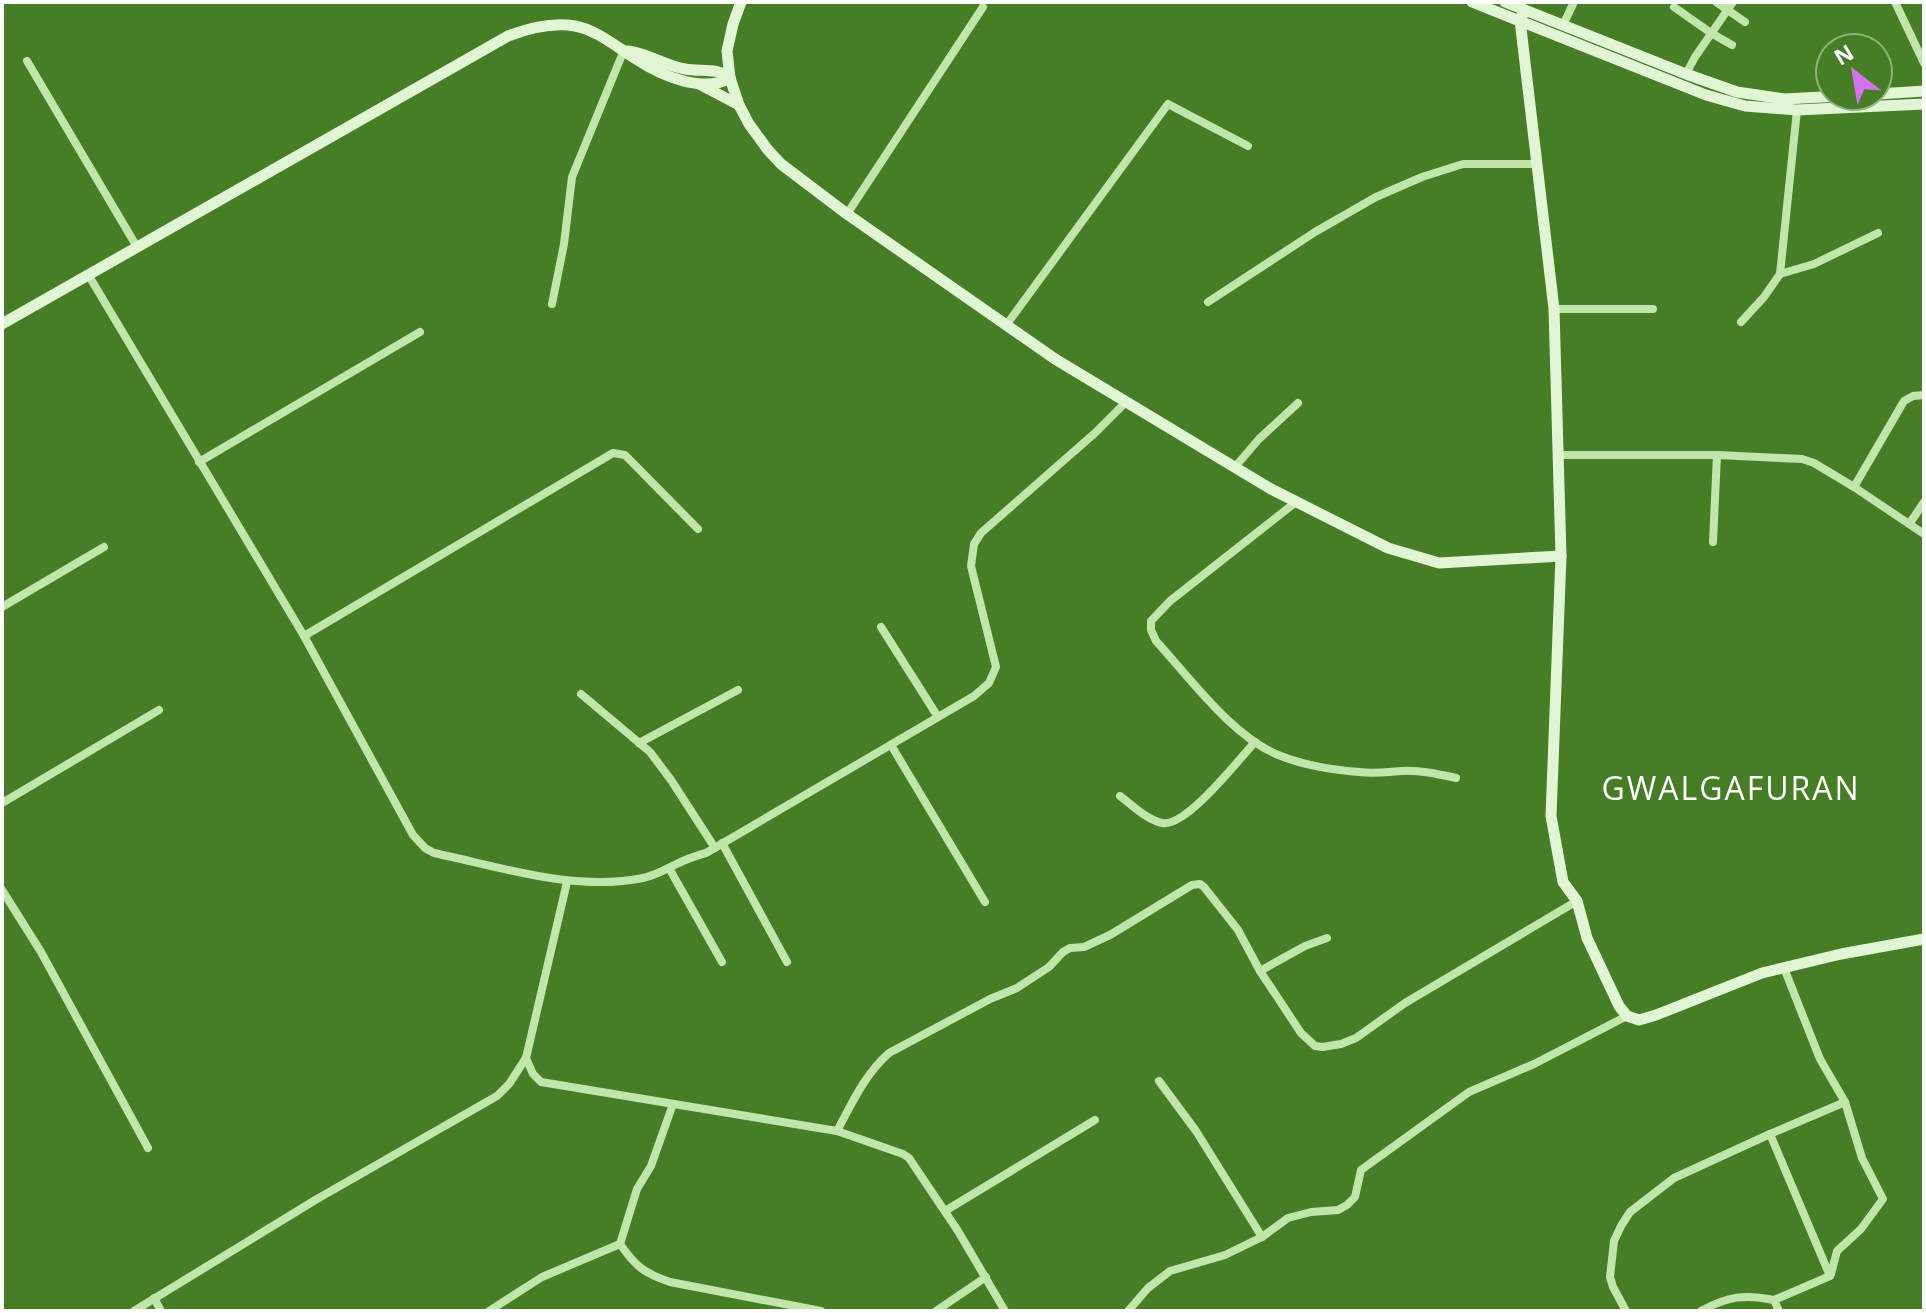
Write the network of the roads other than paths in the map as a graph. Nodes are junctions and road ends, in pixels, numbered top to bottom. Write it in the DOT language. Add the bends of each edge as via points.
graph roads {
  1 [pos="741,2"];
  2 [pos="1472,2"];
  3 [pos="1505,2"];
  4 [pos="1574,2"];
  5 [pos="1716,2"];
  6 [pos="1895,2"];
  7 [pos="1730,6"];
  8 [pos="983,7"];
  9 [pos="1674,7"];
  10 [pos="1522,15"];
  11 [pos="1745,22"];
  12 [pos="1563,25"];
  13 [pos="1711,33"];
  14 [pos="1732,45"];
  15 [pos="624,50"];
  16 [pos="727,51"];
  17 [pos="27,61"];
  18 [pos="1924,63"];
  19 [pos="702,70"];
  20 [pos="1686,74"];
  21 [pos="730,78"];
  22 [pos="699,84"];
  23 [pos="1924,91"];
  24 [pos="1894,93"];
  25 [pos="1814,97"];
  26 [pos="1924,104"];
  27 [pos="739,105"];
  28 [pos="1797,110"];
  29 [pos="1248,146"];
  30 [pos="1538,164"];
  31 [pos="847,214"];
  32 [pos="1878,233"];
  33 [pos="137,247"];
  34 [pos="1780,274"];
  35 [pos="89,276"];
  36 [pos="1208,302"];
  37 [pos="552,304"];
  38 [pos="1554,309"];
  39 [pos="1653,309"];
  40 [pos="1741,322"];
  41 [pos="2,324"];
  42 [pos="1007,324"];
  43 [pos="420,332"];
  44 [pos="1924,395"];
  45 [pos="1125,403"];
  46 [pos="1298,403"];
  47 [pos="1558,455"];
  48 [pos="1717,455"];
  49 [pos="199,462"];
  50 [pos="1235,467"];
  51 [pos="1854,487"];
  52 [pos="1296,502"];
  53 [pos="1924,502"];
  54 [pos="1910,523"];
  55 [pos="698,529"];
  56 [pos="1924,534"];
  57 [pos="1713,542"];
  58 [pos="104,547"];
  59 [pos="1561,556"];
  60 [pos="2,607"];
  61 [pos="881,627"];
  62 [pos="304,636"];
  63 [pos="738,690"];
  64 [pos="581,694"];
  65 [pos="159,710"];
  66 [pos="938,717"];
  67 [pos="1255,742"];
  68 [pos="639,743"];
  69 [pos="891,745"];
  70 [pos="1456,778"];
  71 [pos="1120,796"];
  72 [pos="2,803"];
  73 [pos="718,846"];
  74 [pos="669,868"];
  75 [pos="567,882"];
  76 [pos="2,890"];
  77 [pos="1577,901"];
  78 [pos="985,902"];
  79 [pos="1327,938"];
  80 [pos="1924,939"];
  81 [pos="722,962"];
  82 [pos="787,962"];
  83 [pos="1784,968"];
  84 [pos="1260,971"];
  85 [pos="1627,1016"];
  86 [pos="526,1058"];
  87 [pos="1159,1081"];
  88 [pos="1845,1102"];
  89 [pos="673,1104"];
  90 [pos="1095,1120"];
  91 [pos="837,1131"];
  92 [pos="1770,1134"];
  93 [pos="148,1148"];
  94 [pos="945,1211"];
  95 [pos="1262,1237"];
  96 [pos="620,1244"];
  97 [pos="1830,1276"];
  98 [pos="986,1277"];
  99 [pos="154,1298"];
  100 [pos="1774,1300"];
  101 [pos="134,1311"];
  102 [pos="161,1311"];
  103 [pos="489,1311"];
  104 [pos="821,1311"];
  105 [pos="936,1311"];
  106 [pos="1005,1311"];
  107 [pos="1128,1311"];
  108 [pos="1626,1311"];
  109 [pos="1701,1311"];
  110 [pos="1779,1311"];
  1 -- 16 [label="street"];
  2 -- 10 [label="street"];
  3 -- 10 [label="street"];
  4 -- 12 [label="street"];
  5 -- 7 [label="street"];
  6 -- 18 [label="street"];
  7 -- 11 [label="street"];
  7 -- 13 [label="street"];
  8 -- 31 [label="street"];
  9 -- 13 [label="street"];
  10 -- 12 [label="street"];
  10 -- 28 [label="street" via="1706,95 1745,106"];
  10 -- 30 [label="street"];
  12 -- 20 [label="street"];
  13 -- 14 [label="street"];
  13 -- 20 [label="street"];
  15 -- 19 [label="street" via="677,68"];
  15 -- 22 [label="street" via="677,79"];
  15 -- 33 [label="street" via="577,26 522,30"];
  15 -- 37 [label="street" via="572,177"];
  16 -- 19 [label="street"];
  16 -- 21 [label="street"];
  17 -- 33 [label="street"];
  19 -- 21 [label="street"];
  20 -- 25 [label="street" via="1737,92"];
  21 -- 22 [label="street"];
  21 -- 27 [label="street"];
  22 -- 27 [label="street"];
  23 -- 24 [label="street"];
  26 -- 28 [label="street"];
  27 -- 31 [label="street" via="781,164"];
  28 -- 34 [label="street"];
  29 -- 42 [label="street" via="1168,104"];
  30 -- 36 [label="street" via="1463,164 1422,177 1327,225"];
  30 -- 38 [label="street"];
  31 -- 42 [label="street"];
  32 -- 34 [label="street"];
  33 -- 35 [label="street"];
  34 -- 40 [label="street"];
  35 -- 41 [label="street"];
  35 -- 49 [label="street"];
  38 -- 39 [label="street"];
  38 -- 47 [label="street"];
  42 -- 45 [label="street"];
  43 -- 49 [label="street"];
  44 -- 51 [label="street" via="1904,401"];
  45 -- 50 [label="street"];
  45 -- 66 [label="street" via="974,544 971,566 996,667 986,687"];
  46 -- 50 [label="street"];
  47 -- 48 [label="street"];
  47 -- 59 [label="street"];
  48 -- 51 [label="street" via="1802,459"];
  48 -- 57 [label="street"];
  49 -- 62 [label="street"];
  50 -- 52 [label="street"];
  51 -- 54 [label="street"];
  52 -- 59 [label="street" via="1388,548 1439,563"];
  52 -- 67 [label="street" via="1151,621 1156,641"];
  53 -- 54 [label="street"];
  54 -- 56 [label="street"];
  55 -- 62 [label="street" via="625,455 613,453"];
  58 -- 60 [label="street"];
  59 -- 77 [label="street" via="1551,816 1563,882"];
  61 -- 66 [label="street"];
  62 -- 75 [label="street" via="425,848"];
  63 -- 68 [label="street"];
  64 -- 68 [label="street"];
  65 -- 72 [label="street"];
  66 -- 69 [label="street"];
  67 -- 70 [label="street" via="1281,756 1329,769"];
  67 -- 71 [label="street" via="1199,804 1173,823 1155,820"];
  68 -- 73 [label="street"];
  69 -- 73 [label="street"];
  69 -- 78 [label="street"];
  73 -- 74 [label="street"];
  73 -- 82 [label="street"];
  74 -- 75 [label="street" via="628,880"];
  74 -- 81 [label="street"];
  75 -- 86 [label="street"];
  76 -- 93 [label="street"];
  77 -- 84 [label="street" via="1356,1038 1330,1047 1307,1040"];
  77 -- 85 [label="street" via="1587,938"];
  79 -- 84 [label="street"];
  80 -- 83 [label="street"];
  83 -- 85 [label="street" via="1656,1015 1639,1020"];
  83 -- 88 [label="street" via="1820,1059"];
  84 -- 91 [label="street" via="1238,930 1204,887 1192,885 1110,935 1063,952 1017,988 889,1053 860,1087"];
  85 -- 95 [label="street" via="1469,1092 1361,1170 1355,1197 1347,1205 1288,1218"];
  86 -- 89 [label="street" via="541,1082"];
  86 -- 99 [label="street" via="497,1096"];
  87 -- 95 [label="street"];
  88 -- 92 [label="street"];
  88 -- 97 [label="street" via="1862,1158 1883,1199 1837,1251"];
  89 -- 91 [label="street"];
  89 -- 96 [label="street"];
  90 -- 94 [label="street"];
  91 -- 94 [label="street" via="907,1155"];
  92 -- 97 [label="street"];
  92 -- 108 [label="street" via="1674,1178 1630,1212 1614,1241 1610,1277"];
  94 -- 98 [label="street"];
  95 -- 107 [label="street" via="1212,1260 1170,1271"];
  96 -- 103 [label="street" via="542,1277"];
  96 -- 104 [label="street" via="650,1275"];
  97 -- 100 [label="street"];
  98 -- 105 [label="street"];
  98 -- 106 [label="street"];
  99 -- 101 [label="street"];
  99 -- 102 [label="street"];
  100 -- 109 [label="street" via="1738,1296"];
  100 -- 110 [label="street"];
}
┄┄┄┄┄┄┄┄┄┄┄┄┄┄┄┄┄┄┄┄
Return every line of the material in which the word "graph" is found.

→ **SOLUTION TO THIS TASK**:
Write the network of the roads other than paths in the map as a graph. Nodes are junctions and road ends, in pixels, numbered top to bottom. Write it in the DOT language. Add the bends of each edge as via points.
graph roads {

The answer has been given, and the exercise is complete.